How frequently should you be sending out emails to customers?
How often is too often? That is the question.
The amount of emails that you send to your customers can have a significant impact on your revenue and engagement rates. But it’s not as simple as sending more emails to generate more revenue.
You need to strike a balance between emailing too often and causing fatigue or coming across as spammy and staying top of mind and relevant to your customers. Then again, messaging too little can cause them to forget your altogether. So, what’s the right amount?
In this post,
How frequency impacts engagement and read rate
There is a lot of data available that reveals how people are influenced by the frequency in which companies send email messages. Following are a few studies that show how people react to changes in email frequency.
1. They unsubscribe or mark the email as spam
According to a survey by BlueHornet more than a third of consumers cite frequency as the main reason for unsubscribing from an email newsletter.
What’s more interesting is that almost half (47.1%) of respondents said that they would always or sometimes opt out and receive fewer emails if they had the option rather than unsubscribe.
Another survey done by TechnologyAdvice also showed that the #1 reason people unsubscribe from emails and flag them as spam is because the sender emails too often. Respondents were also asked how marketers could improve their email efforts and, guess what, 43% of respondents said “less frequent emails”.
Lesson: Today is all about sending customers targeted messages that are informative and engaging. So before you send an email, ask yourself if you’re really providing value to customers. If they’ve got nothing to gain from reading your email message, then you can be sure that you won’t benefit from it either.
2. Engagement drops
A study from MailChimp revealed that there is a negative correlation between frequency and engagement. In other words, companies that send emails more frequently tend to engage less with each campaign.
The study showed that the campaign click rate decreased as email frequency increased, as you can see in the two examples below, which come from two different companies:
Return Path reached the same conclusion, that sending too many emails can lead to a significant drop in open and click-through rates. The charts below are from their ebook, “Frequency Matters: The Keys to Optimizing Email Send Frequency.”
Lesson: Split your mailing list into smaller lists and test your send frequency to figure out what works best for your audience. And remember that getting more opens and clicks without actually getting more revenue doesn’t mean that your campaign is successful. You need to achieve both.
3. You boost both revenue and engagement
This is what every company is looking to achieve. And it’s what happened to UK insurance company Aviva when they switched from mailing once a year to once a month.
- 48% more requested insurance quotes
- 304% more unique clicks
- 45% more email revenue
Why did that happen? Because 1) they increased the email frequency slowly and 2) they actually asked customers what kind of content they’d like to receive from the company.
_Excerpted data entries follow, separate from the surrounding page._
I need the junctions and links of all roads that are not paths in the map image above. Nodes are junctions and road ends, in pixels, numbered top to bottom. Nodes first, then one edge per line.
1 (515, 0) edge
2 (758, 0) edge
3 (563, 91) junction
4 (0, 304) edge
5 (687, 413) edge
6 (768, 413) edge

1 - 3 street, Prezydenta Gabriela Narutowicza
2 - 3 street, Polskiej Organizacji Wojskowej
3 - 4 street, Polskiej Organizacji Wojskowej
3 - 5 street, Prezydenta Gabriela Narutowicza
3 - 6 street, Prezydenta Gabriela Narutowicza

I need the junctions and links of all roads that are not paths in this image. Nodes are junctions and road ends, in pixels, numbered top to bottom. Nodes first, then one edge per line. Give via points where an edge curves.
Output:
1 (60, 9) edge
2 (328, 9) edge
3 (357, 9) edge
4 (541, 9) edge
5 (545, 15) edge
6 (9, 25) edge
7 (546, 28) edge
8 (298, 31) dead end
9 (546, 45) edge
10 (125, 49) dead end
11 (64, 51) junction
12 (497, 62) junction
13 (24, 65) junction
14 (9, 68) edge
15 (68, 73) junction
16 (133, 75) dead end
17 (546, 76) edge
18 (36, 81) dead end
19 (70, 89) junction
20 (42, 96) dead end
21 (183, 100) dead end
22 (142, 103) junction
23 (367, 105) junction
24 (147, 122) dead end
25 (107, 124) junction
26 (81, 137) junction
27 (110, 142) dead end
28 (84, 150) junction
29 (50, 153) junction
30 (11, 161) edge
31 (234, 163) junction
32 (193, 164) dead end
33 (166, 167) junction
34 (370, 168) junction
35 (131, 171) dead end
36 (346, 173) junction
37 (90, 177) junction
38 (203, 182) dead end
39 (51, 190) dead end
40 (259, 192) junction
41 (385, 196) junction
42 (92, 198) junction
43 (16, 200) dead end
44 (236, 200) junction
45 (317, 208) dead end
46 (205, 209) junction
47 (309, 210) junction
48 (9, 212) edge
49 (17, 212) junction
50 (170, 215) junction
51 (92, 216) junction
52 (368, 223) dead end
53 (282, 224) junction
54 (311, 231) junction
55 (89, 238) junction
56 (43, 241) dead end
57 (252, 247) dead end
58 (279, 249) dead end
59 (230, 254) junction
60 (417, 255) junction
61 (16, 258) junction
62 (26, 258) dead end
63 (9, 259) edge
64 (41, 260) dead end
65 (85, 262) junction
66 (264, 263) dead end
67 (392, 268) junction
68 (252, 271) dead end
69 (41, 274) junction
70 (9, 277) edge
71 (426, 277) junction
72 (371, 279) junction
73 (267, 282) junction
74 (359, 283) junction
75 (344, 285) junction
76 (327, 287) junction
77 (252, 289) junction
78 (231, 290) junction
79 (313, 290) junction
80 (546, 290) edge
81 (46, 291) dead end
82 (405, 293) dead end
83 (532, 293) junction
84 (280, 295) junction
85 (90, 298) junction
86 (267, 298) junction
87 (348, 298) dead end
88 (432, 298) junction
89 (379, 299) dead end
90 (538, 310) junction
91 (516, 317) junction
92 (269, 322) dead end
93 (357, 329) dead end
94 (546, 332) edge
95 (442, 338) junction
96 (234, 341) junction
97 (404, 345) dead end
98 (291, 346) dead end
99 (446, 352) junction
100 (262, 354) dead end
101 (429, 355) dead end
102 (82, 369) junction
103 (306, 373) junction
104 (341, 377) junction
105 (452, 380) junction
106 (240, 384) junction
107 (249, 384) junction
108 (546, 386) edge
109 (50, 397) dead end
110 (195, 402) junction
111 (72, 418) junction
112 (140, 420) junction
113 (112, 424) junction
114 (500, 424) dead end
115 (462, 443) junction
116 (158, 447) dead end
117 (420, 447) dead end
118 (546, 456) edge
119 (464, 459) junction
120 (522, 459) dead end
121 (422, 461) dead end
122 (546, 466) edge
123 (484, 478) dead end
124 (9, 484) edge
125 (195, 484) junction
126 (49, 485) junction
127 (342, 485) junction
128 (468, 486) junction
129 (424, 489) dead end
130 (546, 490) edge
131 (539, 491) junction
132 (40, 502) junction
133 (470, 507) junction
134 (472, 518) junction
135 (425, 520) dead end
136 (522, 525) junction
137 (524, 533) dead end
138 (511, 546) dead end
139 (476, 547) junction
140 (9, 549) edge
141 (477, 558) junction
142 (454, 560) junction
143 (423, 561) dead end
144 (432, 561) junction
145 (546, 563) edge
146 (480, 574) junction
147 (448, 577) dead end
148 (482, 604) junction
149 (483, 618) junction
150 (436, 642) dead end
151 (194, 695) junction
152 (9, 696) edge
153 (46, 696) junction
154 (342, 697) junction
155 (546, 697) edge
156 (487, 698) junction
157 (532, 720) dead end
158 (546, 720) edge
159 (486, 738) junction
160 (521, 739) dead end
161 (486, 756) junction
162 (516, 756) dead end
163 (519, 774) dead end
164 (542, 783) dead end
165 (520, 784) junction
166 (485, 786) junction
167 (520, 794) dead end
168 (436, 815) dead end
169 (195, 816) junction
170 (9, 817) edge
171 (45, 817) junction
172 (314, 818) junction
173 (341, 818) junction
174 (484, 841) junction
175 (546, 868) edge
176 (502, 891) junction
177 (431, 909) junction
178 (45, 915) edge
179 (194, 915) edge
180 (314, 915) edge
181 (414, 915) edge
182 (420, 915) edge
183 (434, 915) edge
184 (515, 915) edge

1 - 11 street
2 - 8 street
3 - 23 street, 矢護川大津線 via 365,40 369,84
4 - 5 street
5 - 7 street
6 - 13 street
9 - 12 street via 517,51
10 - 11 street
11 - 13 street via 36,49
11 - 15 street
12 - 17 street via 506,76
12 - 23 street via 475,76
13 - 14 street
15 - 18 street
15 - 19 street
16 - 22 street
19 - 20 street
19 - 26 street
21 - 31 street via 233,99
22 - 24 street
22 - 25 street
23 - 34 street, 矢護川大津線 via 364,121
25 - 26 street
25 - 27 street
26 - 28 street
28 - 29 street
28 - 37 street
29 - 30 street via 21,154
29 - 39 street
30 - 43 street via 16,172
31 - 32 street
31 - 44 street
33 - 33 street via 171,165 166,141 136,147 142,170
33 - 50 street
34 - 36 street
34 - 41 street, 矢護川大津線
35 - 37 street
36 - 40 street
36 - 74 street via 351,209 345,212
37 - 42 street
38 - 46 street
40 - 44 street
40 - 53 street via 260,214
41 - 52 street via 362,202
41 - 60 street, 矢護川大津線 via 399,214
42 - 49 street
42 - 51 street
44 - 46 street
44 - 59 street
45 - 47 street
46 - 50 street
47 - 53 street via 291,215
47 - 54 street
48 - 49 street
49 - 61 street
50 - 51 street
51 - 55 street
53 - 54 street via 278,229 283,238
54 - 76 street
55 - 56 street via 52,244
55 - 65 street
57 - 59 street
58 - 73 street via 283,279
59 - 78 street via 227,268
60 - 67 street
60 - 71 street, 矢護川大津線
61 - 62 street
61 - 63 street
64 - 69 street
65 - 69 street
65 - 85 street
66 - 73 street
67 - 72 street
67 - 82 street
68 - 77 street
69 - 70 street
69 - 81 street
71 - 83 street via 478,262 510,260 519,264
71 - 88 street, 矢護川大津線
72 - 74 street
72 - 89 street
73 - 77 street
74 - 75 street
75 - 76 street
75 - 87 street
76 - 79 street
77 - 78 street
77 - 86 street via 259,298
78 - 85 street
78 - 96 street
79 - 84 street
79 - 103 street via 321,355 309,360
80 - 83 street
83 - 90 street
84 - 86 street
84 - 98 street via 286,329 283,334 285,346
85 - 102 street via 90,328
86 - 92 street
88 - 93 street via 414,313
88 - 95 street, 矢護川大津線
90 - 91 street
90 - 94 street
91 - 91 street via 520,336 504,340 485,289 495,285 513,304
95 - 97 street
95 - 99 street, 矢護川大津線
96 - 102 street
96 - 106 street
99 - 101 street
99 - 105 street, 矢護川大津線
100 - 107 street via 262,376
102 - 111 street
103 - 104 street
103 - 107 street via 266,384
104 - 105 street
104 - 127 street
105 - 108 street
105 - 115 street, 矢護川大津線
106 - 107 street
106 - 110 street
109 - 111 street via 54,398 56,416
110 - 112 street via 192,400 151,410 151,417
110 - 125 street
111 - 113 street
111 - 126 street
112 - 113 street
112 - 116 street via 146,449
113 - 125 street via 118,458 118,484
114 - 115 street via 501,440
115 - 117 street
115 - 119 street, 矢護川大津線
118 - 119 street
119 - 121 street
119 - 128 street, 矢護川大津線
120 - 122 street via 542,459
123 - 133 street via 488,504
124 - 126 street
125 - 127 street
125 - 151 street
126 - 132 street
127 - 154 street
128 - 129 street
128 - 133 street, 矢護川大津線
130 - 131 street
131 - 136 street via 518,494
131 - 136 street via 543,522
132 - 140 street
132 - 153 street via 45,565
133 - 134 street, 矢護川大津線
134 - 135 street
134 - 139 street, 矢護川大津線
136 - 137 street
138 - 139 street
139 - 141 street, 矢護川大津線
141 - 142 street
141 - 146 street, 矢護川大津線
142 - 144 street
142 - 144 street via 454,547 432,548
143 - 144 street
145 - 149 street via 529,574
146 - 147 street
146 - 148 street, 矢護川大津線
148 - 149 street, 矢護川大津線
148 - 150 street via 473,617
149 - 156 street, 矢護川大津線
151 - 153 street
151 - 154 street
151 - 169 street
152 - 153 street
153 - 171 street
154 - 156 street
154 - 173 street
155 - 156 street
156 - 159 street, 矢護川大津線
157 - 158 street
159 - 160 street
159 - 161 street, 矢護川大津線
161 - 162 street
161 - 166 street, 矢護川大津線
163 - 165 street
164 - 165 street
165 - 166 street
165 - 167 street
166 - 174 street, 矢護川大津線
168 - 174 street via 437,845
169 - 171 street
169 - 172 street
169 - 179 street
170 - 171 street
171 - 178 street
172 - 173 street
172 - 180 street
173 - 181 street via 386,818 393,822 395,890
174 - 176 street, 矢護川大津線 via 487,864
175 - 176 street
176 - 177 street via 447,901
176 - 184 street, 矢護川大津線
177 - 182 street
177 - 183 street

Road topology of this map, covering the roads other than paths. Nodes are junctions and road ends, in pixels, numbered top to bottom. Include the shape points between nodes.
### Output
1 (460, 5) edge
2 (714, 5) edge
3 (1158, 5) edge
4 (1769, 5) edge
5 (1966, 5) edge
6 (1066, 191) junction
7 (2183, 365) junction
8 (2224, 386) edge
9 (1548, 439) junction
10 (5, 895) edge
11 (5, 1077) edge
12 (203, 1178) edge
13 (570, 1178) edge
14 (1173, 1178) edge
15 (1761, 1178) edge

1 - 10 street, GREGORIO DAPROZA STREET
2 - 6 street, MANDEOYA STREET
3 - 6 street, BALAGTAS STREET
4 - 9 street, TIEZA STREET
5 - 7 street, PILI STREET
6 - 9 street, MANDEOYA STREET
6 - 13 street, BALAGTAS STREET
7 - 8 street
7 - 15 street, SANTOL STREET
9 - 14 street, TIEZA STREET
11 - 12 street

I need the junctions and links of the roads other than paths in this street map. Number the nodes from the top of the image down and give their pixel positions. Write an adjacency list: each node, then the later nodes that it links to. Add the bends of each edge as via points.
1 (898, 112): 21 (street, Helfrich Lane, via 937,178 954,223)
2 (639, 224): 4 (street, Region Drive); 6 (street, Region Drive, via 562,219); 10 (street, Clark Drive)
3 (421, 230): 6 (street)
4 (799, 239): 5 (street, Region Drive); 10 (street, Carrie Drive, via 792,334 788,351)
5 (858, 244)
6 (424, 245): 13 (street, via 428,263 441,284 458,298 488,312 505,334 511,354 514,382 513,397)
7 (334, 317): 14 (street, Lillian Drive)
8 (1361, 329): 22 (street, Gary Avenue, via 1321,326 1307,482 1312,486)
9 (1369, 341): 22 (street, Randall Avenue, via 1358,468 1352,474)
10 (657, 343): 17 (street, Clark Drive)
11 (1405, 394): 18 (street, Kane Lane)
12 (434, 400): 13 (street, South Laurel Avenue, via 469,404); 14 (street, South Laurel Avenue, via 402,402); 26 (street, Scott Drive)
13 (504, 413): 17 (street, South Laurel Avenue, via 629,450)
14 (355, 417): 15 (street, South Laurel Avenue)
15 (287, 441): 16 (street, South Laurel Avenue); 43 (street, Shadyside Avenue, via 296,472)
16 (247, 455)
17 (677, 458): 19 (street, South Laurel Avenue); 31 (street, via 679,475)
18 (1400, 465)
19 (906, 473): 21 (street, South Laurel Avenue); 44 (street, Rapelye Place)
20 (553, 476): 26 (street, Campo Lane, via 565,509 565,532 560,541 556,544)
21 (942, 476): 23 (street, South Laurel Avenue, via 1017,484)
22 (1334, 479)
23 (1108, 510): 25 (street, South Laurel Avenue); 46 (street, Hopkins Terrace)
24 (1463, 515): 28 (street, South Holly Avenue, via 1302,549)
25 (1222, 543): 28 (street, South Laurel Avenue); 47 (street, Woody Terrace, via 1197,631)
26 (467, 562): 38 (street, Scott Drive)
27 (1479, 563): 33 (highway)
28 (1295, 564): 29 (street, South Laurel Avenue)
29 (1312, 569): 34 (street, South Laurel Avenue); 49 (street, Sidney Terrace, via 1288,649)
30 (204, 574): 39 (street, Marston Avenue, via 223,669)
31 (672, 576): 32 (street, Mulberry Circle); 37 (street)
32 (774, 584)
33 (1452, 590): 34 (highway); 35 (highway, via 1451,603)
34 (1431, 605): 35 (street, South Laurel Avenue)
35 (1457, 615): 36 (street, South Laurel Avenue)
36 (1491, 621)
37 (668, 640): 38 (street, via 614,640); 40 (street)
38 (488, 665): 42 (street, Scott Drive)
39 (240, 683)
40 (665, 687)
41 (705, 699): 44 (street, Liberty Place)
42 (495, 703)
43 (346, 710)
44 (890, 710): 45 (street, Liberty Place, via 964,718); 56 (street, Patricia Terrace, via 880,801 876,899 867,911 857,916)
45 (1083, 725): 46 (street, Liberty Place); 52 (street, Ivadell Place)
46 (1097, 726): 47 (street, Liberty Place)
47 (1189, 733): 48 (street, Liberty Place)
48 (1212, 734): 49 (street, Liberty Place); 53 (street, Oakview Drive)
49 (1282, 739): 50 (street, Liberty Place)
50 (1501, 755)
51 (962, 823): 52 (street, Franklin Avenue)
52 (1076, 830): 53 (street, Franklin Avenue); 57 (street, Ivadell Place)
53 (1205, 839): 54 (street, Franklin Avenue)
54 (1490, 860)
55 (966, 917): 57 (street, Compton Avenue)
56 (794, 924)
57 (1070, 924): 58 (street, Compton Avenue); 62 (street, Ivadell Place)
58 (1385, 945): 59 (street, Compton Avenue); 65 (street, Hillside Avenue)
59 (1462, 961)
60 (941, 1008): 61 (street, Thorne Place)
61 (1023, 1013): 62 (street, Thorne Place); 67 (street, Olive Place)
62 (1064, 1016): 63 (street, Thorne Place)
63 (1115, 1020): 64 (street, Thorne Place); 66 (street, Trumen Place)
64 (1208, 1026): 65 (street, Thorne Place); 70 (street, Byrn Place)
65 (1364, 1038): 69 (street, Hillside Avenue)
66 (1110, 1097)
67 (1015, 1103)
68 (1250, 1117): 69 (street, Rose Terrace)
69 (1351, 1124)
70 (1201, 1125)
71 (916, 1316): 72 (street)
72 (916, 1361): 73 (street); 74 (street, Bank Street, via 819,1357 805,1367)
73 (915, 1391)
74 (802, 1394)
Aviva showed they care and then used that information to deliver the type of content that subscribers were interested in.
Lesson: If you decide to send more emails, make sure they provide value and are relevant to your subscribers.
So how often should you send your emails?
An email frequency analysis from Return Path revealed that six emails per week is the sweet spot send frequency for optimum reader response. This means that users will tolerate up to an average of six messages per week before they start to complain and end the email relationship. But is that really the optimal send frequency for all business, regardless of industry or audience?
Obviously not. You’ll need to test and run experiments on your own to determine how often you should email customers to get the best results.
Here are a few things that will help you decide the optimal send frequency for your business and audience:
Your business/ industry
Each industry has a different optimal frequency. If you’re a plumber, you’ll probably want to send an email once or twice a month. This can be new content that you’re publishing on your blog or a maybe special offer. If you’re a hairstylist, try a weekly email with blog content, videos with tips as well as discounts and special offers.
You should also perform some research into your industry peers to see how often they’re sending emails and then test it out on your customers. Simply subscribe to their email newsletter to get this information.
Test various frequency rates
Come up with a few frequency rates that you’d like to test. For example, if you usually send out two emails per month, pick three different frequency rates like one, three and four times per month to test. Send your emails and see what frequency helps you achieve the best results.
Segment your data
An effective way to ensure you’re hitting the email frequency sweet spot is by splitting your mailing list through segmentation. So split your mailing list into three or four smaller lists and then test email frequency against these lists.
After you’ve sent your email to your mailing lists, make sure you analyse the results. Look at open rates, click-through rates and opt-outs.
This should tell you the ideal email frequency for your email newsletter. You can choose to go with this or continue to test as you go along. Use it to create and send emails to specific segments of your audience and then measure the success of your campaign so you know what works and what needs to be improved.
There’s no concrete answer to how often you should be emailing your subscribers. That’s because email frequency is influenced by a range of factors, including your business, your industry and your subscribers’ behaviour. Send too often and you are likely to annoy recipients, who won’t hesitate to hit the “mark as spam” button. Send too infrequently and you risk losing touch with your subscribers.
The only way to be successful in your email efforts is to test until your arrive at the sweet spot that is unique for your business and audience.